Phase 4: Workflows (optional)

Ask if there are computational analysis steps. For each:

Workflow identifier (e.g. deseq2-analysis, heatmap-generation)
Description of what it does
Code files (scripts, notebooks)
Dependencies (Python packages, R libraries, Docker image)

Place code in workflows/<id>/. Note: workflow.cwl is REQUIRED by spec but often created later. Inform user.

Phase 5: Runs (optional)

Ask if there are computation outputs. For each:

Run identifier
Which workflow produced it
Output files (figures, tables, processed data)
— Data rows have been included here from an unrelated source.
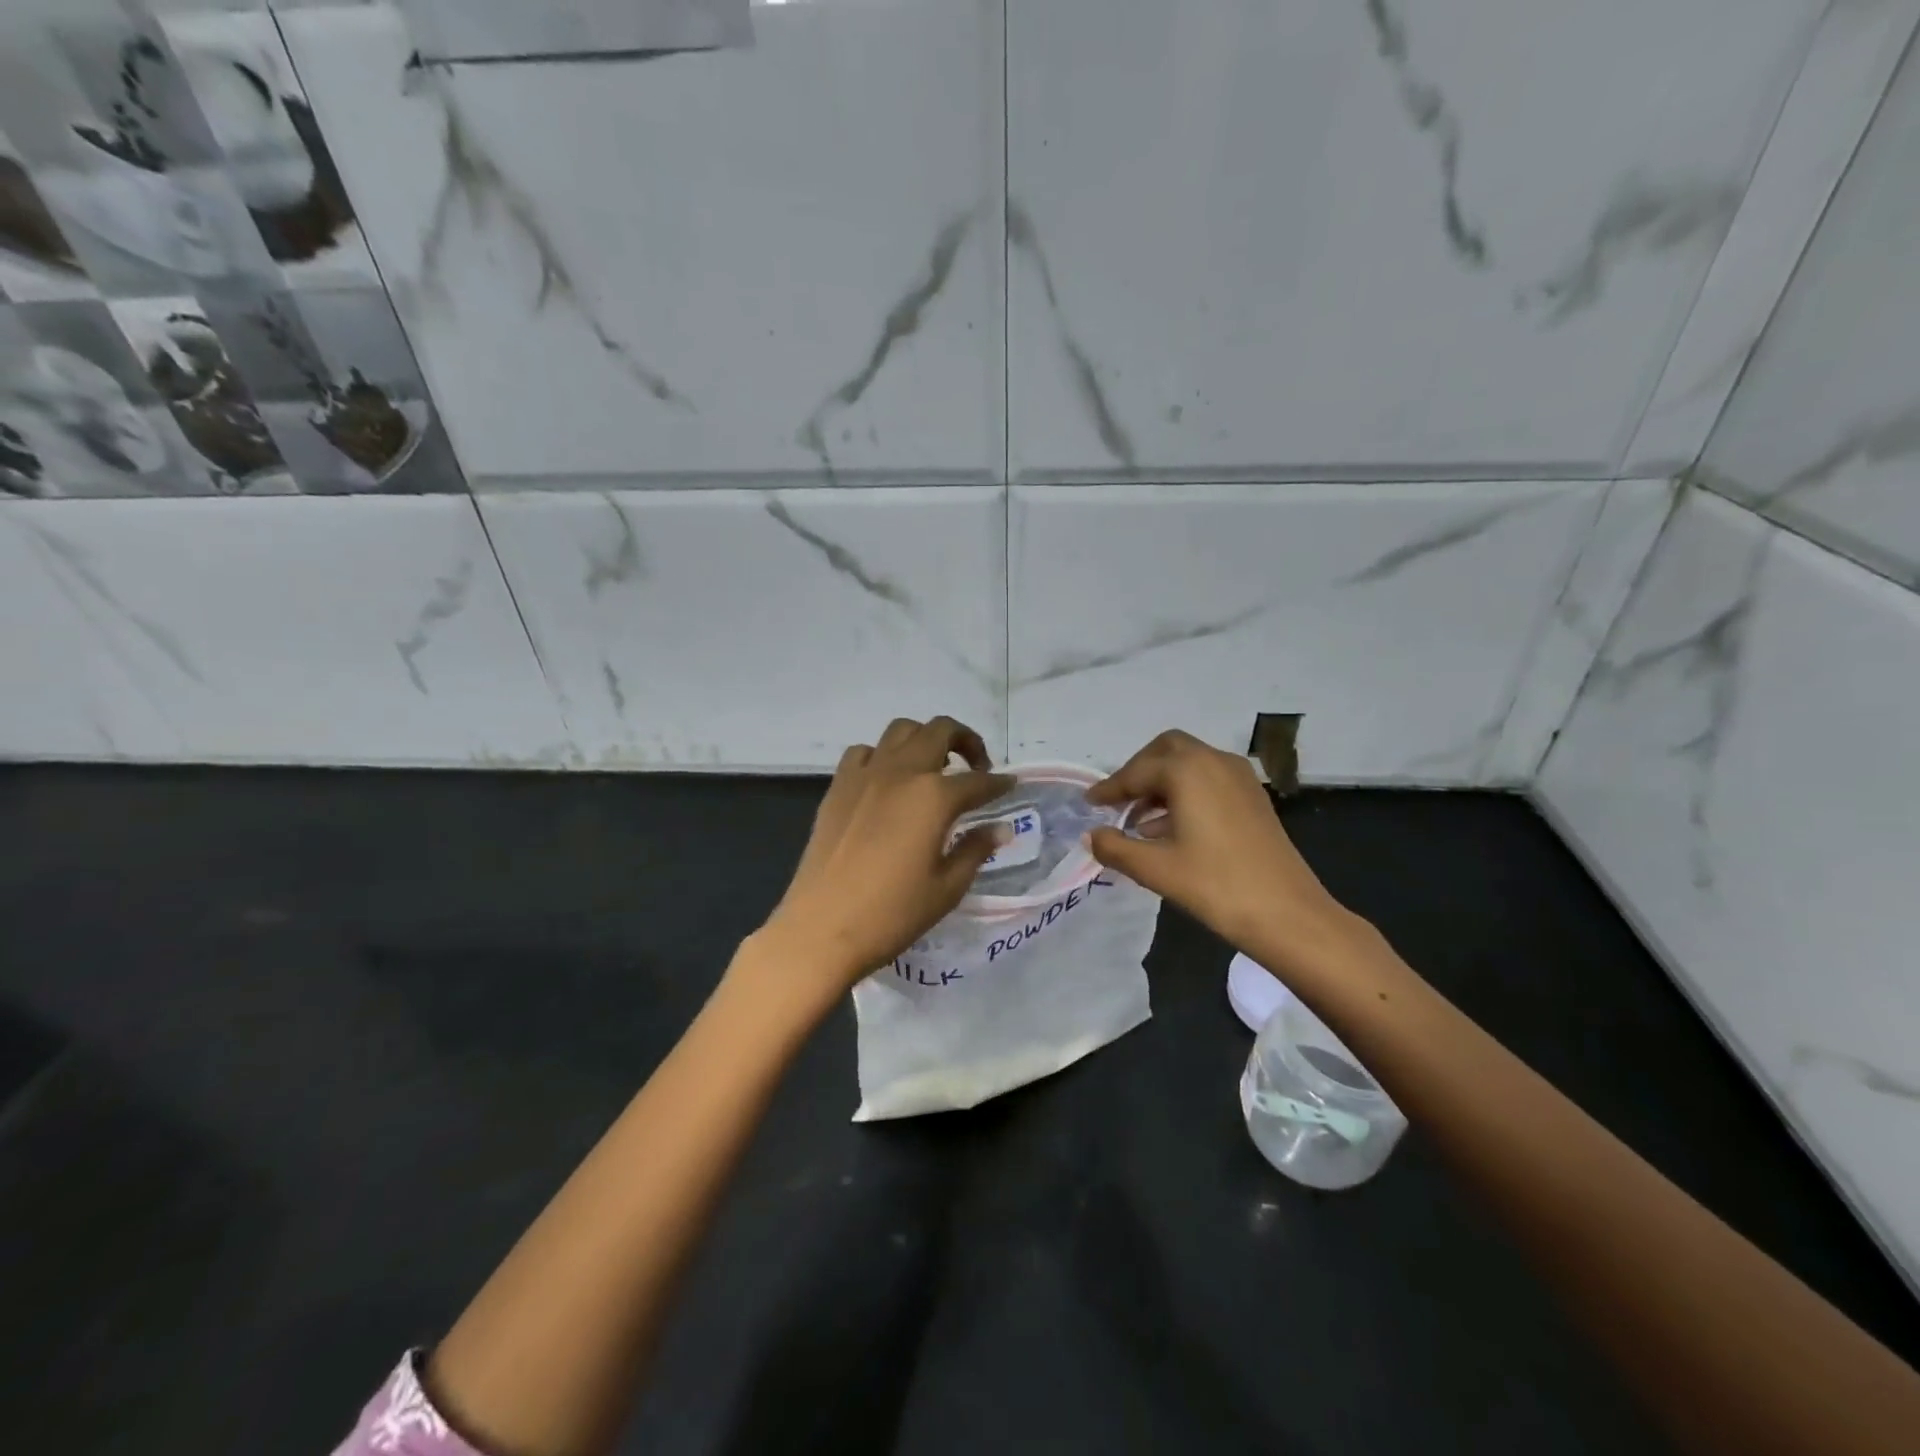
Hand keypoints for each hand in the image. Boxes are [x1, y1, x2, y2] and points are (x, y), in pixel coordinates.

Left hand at [747, 717, 1013, 1015]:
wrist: (821, 929)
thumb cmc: (892, 914)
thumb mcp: (947, 888)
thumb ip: (976, 850)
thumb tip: (1000, 829)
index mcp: (934, 797)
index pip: (977, 781)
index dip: (999, 784)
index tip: (1010, 786)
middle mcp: (901, 772)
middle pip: (940, 731)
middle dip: (966, 741)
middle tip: (976, 768)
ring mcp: (865, 775)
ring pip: (901, 730)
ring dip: (924, 739)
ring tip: (933, 768)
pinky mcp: (838, 787)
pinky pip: (864, 752)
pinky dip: (883, 756)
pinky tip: (887, 782)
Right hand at [1086, 730, 1356, 968]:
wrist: (1288, 914)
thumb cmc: (1215, 885)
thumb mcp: (1155, 868)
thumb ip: (1115, 847)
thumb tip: (1092, 836)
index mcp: (1187, 770)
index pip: (1137, 772)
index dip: (1110, 788)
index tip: (1089, 803)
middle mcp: (1214, 761)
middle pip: (1166, 750)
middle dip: (1139, 771)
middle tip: (1118, 801)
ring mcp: (1239, 777)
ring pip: (1190, 764)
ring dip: (1162, 783)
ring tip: (1138, 822)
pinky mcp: (1253, 797)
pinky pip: (1209, 780)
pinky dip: (1185, 793)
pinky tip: (1171, 830)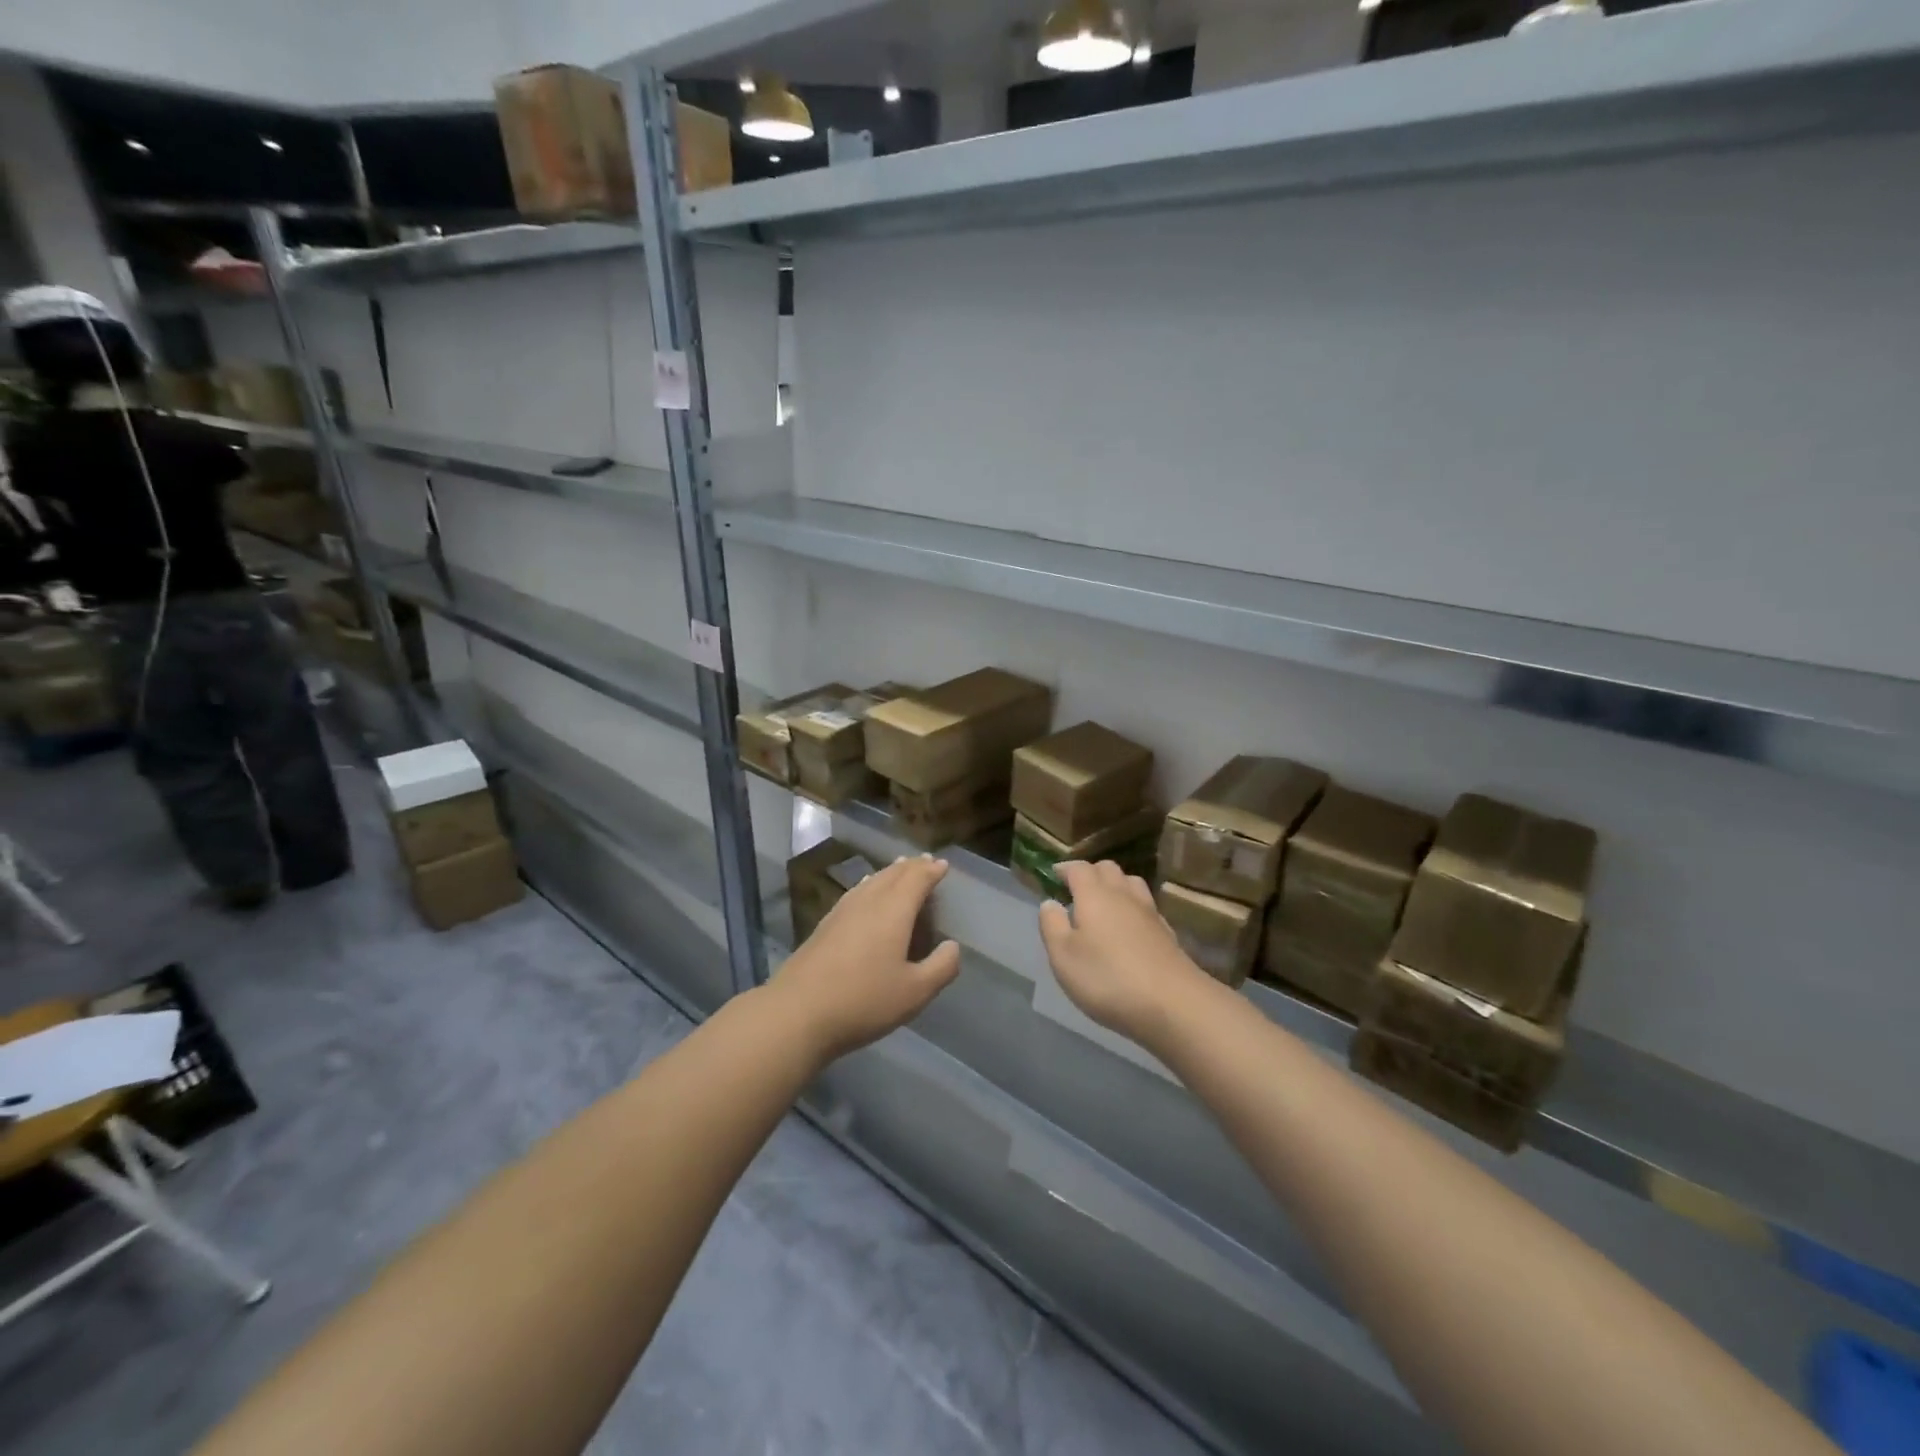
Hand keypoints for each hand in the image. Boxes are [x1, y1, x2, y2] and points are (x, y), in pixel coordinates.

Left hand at [771, 855, 960, 1064]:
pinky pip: (855, 892)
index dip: (931, 870)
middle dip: (911, 866)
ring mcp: (842, 911)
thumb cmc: (863, 1001)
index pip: (916, 879)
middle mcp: (868, 901)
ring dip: (890, 872)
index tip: (943, 865)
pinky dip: (869, 885)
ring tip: (899, 869)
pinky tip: (865, 892)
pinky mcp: (824, 925)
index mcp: (894, 911)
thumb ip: (941, 967)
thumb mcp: (915, 992)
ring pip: (872, 881)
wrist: (797, 1012)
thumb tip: (952, 946)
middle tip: (925, 862)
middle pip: (893, 874)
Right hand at [1038, 860, 1215, 1047]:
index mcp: (1094, 895)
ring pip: (1131, 883)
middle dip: (1090, 873)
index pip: (1079, 868)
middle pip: (1108, 869)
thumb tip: (1050, 902)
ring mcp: (1149, 912)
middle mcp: (1123, 895)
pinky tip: (1128, 928)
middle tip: (1076, 890)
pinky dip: (1133, 908)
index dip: (1065, 869)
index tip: (1053, 875)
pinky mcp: (1167, 933)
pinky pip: (1146, 907)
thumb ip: (1052, 925)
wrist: (1173, 1004)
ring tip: (1102, 905)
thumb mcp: (1064, 956)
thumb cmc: (1107, 978)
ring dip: (1115, 886)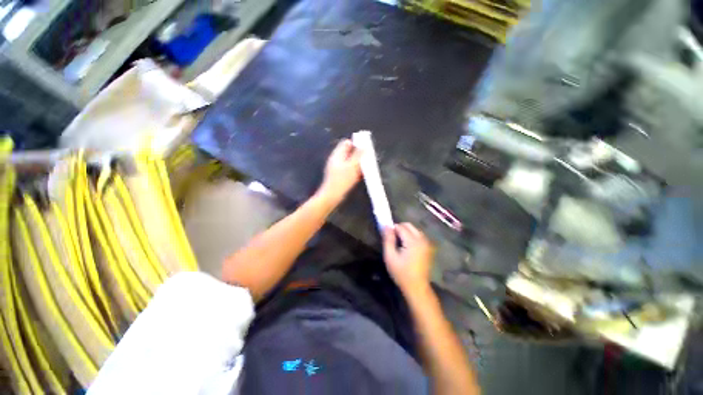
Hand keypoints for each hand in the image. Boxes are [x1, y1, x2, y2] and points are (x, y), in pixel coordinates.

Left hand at [317, 139, 361, 205]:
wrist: (332, 196)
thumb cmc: (341, 180)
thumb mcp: (352, 166)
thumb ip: (358, 155)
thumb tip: (364, 145)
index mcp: (337, 155)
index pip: (347, 143)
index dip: (356, 143)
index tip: (365, 147)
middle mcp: (336, 160)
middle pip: (349, 152)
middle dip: (359, 155)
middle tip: (367, 159)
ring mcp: (337, 168)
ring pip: (350, 162)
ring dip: (358, 164)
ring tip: (365, 168)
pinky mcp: (339, 176)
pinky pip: (349, 170)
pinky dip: (355, 171)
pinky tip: (360, 176)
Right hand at [383, 223, 433, 292]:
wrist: (417, 287)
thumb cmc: (401, 273)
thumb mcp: (390, 256)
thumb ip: (388, 239)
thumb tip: (386, 225)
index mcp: (413, 241)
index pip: (401, 227)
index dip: (392, 229)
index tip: (387, 237)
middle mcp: (422, 239)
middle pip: (409, 225)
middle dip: (399, 228)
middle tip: (393, 240)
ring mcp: (427, 243)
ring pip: (414, 229)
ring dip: (406, 232)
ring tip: (399, 244)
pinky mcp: (429, 247)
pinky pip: (419, 235)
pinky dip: (412, 236)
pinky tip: (407, 247)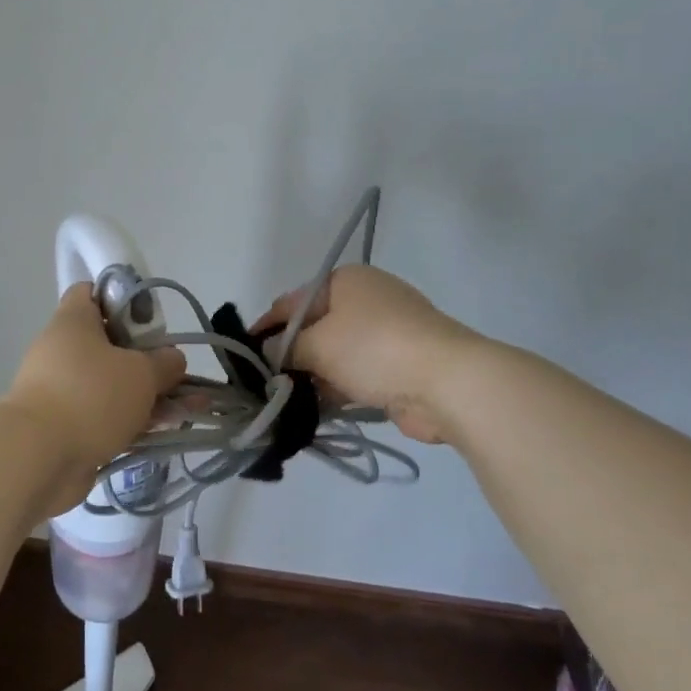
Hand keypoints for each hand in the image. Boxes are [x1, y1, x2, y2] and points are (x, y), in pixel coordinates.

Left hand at [5, 283, 186, 502]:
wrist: (38, 459)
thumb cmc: (91, 396)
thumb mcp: (141, 372)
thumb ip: (165, 362)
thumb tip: (173, 359)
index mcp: (73, 322)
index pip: (90, 293)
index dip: (121, 299)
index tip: (150, 319)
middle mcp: (64, 351)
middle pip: (110, 344)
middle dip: (148, 358)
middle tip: (178, 371)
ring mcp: (64, 391)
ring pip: (113, 384)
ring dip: (149, 395)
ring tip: (192, 408)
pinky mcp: (68, 427)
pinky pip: (108, 416)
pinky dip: (135, 420)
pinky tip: (168, 430)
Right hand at [252, 264, 475, 443]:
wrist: (447, 382)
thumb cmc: (374, 348)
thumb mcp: (317, 343)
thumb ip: (285, 348)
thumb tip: (266, 353)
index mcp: (345, 281)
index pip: (292, 302)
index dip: (266, 327)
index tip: (243, 353)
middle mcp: (365, 301)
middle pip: (314, 328)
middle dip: (289, 354)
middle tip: (261, 382)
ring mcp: (385, 333)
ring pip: (334, 354)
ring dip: (311, 376)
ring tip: (282, 400)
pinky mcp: (397, 365)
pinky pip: (354, 375)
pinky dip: (335, 389)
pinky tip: (311, 409)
Place outputs in runs/<id>/.

Phase 6: Contacts & Publications

Ask:

Investigation contacts (name, email, affiliation, role — at minimum the PI)
Publications (if any — DOI, PubMed ID, title, authors)

Add via:

arc investigation person register --lastname "<last>" --firstname "<first>" --email "<email>" --affiliation "<aff>"

Phase 7: Git Commit & DataHUB Sync

Configure git user:

git config user.name "<name>"
git config user.email "<email>"

Commit:

git add -A
git commit -m "Initial ARC: <investigation title>"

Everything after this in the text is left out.